Exercise goal →
Among the records below, find each line bearing the word "them" and copy it.

Entries provided →
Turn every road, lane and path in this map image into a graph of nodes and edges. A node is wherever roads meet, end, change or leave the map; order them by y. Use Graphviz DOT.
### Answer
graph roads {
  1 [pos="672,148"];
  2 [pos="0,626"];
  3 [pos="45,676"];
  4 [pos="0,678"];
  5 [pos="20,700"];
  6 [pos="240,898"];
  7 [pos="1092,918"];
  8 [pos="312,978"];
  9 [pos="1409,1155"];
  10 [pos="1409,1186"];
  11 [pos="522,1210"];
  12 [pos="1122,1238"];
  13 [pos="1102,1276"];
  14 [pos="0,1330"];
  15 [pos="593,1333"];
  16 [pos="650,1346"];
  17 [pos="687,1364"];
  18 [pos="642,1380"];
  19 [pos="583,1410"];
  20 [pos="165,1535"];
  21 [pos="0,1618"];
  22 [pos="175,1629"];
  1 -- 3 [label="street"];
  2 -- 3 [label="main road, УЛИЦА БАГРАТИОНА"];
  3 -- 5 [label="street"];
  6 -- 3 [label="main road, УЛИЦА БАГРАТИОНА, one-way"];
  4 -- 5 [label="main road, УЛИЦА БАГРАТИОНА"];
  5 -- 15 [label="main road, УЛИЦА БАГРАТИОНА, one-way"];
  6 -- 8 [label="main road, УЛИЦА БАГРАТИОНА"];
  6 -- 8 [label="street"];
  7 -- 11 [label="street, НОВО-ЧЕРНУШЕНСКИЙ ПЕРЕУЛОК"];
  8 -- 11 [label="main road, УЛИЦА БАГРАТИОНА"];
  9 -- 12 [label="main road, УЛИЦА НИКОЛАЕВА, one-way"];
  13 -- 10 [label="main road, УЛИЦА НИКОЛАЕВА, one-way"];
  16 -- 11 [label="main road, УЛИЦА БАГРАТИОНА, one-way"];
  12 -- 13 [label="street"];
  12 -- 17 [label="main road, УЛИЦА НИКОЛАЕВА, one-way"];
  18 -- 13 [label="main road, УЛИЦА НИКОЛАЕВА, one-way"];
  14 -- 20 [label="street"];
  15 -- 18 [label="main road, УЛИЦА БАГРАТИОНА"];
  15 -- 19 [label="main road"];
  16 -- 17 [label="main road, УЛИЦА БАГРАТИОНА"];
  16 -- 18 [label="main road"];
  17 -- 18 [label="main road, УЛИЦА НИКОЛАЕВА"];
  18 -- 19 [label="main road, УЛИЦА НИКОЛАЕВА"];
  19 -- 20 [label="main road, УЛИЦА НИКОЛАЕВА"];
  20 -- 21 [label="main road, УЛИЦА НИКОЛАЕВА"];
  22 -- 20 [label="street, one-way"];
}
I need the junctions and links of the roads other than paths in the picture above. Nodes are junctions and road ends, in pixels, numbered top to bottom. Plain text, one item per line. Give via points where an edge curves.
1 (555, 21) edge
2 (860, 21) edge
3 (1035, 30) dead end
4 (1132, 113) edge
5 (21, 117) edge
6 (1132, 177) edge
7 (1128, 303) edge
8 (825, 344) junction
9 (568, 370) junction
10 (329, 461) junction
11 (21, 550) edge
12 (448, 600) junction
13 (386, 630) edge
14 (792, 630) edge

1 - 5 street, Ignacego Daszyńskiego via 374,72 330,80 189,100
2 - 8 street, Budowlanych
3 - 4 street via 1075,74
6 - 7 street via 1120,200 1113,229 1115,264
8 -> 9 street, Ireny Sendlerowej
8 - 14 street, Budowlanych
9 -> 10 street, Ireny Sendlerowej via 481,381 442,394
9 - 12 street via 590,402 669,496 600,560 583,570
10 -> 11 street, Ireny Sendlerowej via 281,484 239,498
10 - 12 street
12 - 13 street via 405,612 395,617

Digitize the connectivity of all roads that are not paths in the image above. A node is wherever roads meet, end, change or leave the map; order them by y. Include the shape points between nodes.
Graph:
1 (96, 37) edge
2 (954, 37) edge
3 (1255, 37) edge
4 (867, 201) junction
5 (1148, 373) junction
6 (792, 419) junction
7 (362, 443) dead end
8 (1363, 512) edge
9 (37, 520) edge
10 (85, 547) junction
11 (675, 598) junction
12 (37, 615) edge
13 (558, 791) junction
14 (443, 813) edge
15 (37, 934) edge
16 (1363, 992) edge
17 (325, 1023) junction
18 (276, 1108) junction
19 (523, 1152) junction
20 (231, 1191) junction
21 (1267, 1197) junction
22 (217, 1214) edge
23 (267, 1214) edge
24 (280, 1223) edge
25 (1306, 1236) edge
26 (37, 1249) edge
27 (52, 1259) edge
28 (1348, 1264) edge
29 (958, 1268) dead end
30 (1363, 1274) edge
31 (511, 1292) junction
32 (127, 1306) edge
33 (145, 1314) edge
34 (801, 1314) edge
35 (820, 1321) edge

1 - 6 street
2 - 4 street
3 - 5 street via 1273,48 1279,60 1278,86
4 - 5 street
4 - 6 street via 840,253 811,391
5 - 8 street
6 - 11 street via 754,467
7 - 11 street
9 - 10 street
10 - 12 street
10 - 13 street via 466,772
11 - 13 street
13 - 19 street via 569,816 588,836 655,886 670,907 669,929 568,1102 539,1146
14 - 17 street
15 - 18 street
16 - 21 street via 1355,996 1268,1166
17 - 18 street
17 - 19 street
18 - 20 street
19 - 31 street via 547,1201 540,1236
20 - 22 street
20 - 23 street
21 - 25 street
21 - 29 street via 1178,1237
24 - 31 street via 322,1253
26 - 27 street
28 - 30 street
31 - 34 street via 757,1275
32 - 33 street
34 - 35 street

Finished task →
Turn every road, lane and path in this map image into a graph of nodes and edges. A node is wherever roads meet, end, change or leave the map; order them by y. Use Graphviz DOT.
Digitize the connectivity of all roads that are not paths in the image above. A node is wherever roads meet, end, change or leave the map; order them by y. Include the shape points between nodes.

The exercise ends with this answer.